I think most developers understand it's a good practice to password protect development and staging sites. It keeps the public from seeing work in progess and prevents search engines from dinging you for duplicate content. We prefer to use .htaccess for setting up the password because it's lightweight and doesn't interfere with any member logins that might be native to your CMS or app.

If you're not including .htaccess in your source code repository, it's trivial to add the password requirement on your development and staging sites, but exclude it from the production site.

The issue we ran into was when we wanted to include the .htaccess file in our Git repository. We wanted that file to be in Git because it can contain some important configurations like PHP settings and redirects. But, if the .htaccess file is in Git, that means it has to be the same file for every environment.
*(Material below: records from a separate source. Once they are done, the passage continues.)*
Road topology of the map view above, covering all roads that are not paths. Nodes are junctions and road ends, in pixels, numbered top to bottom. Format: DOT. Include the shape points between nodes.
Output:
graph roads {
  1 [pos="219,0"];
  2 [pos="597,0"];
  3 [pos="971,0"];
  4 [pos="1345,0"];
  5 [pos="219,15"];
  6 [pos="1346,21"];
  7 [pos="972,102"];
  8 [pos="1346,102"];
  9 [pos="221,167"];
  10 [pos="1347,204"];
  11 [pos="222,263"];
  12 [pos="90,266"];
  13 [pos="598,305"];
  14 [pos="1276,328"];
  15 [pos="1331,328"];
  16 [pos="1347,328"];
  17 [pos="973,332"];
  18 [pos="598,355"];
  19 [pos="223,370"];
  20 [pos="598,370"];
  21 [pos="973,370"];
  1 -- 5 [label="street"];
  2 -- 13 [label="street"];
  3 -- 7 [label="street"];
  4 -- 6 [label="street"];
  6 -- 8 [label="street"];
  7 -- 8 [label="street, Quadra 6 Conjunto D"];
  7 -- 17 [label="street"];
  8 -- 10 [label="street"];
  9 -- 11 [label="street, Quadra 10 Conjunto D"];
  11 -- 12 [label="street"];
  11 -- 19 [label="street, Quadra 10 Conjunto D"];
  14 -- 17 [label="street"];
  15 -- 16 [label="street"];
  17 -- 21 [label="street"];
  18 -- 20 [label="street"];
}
So, how do you have a single .htaccess file that password protects one environment, but not another? Like this.

SetEnvIf Host staging.domain.com passreq
AuthType Basic
AuthName "Password Required"
AuthUserFile /full/path/to/.htpasswd
Require valid-user
Order allow,deny
Allow from all
Deny from env=passreq
Satisfy any

Gist

To use this on your site, change staging.domain.com in line #1 to the full domain name of your development or staging site and set the full path to your .htpasswd file on line #4.

Lines #6-8 is where the magic happens. It basically says, allow anyone to access the site unless the hostname matches your development site's domain.